Journal thread fetch entry from queue cost too much time on acquireInterruptibly #2820

hangc0276 · 2021-10-12T02:41:45Z

BUG REPORT

Describe the bug
The bookie configuration list as follow.

24 cores
48 bookie-io threads
1 journal directory on NVME SSD
3 ledger directories on NVME SSD
journalQueueSize is 10000

The write throughput keeps on 500MB/s.
When read request increase and the read throughput reaches about 600MB/s, the journal queue will be full for a long time. I check the journal sync latency is low. I print the stack of the bookie, and found the BookieJournal-3181 thread keeps on acquireInterruptibly in ArrayBlockingQueue.poll operation.

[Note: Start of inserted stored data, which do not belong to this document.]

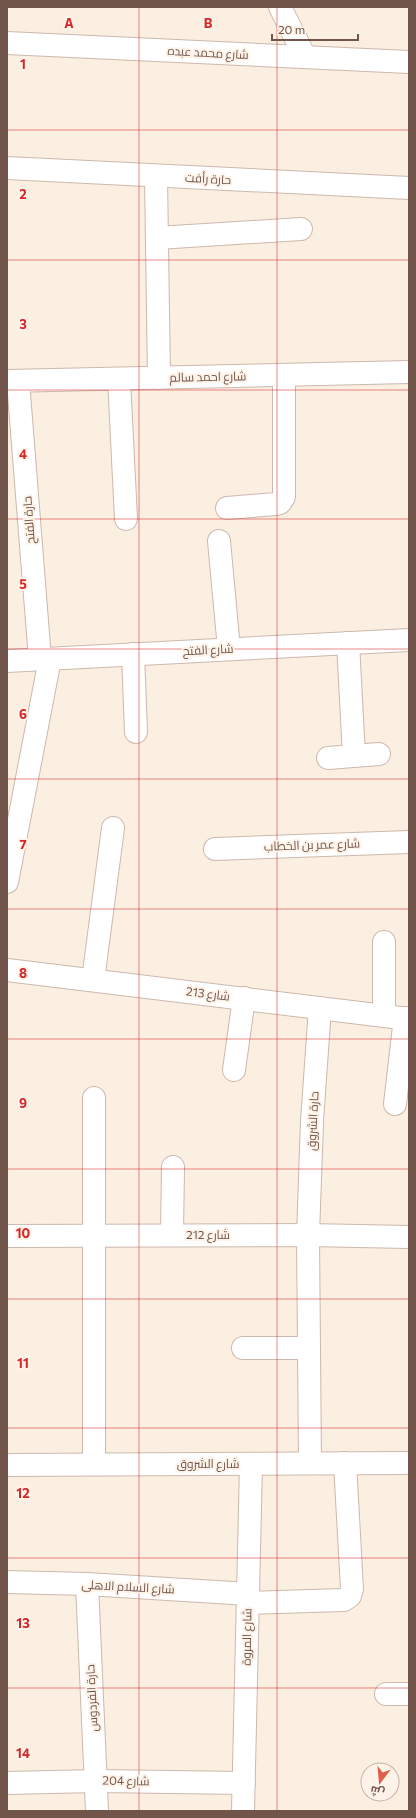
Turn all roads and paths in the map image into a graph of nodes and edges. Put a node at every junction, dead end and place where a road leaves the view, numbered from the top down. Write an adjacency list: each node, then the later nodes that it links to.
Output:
1 (280, 7): 3 (street)
2 (7, 43): 3 (street, شارع محمد عبده)
3 (305, 57): 4 (street, شارع محمد عبده)
4 (409, 62)
5 (7, 168): 6 (street, حارة رأفت)
6 (156, 177): 7 (street, حارة رأفت); 9 (street)
7 (409, 188)
8 (301, 228): 9 (street)
9 (157, 238): 13 (street)
10 (409, 372): 11 (street, شارع احمد سالم)
11 (284, 375): 13 (street, شارع احمد سالم); 15 (street)
12 (119, 378): 13 (street, شارع احمد سالم); 14 (street, شارع احمد سالم); 16 (street)
13 (159, 378)
14 (13, 381): 22 (street, حارة الفتح)
15 (227, 508)
16 (126, 519)
17 (219, 541): 20 (street)
18 (409, 640): 19 (street, شارع الفتح)
19 (348, 643): 20 (street, شارع الفتح); 26 (street)
20 (229, 649): 21 (street, شارع الفتح)
21 (133, 654): 22 (street, شارع الفتح); 24 (street)
22 (45, 659): 23 (street, شارع الفتح); 31 (street, حارة الفتح)
23 (7, 661)
24 (136, 732)
25 (379, 754): 26 (street)
26 (354, 756): 27 (street)
27 (328, 758)
28 (113, 828): 34 (street)
29 (409, 842): 30 (street, شارع عمر بن الخطاب)
30 (215, 849)
31 (7, 882)
32 (384, 942): 37 (street)
33 (7, 970): 34 (street, شارع 213)
34 (92, 980): 35 (street, شارع 213)
35 (244, 998): 36 (street, شارع 213); 39 (street)
36 (320, 1008): 37 (street, شارع 213); 44 (street, حارة الشروق)
37 (384, 1015): 38 (street, شارع 213)
38 (407, 1018): 41 (street)
39 (234, 1070)
40 (94, 1098): 46 (street)
41 (394, 1104)
42 (173, 1167): 43 (street)
43 (172, 1235): 44 (street, شارع 212); 46 (street, شارع 212)
44 (308, 1235): 47 (street, شارع 212); 49 (street, حارة الشروق)
45 (7, 1236): 46 (street, شارع 212)
46 (93, 1236): 52 (street)
47 (409, 1237)
48 (243, 1348): 49 (street)
49 (309, 1348): 54 (street, حارة الشروق)
50 (345, 1463): 51 (street, شارع الشروق); 54 (street, شارع الشروق); 58 (street, شارع السلام الاهلى)
51 (409, 1463)
52 (94, 1464): 53 (street, شارع الشروق); 55 (street, شارع الشروق)
53 (251, 1464): 54 (street, شارع الشروق); 58 (street, شارع المروة)
54 (310, 1464)
55 (7, 1465)
56 (7, 1582): 57 (street, شارع السلام الاهلى)
57 (87, 1584): 58 (street, شارع السلام الاهلى); 61 (street, حارة الفردوس)
58 (248, 1598): 63 (street, شارع المروة)
59 (386, 1694): 60 (street)
60 (409, 1694)
61 (96, 1780): 62 (street, شارع 204); 63 (street, شارع 204); 64 (street, حارة الفردوس)
62 (7, 1783)
63 (244, 1783): 65 (street, شارع المروة)
64 (97, 1811)
65 (243, 1811)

"BookieJournal-3181" #25 prio=5 os_prio=0 tid=0x00007f89b8001000 nid=0x14e waiting on condition [0x00007f8daebee000]
   java.lang.Thread.State: WAITING (parking)
	at sun.misc.Unsafe.park(Native Method)
	- parking to wait for  <0x00007f948dfb55c8> (a java.util.concurrent.locks.ReentrantLock$NonfairSync)
	at java.util.concurrent.locks.LockSupport.park(LockSupport.java:175)
	at java.util.concurrent.locks.AbstractQueuedSynchronizer.parkAndCheckInterrupt(AbstractQueuedSynchronizer.java:836)
	at java.util.concurrent.locks.AbstractQueuedSynchronizer.doAcquireInterruptibly(AbstractQueuedSynchronizer.java:897)
	at java.util.concurrent.locks.AbstractQueuedSynchronizer.acquireInterruptibly(AbstractQueuedSynchronizer.java:1222)
	at java.util.concurrent.locks.ReentrantLock.lockInterruptibly(ReentrantLock.java:335)
	at java.util.concurrent.ArrayBlockingQueue.poll(ArrayBlockingQueue.java:413)
	at org.apache.bookkeeper.bookie.Journal.run(Journal.java:980)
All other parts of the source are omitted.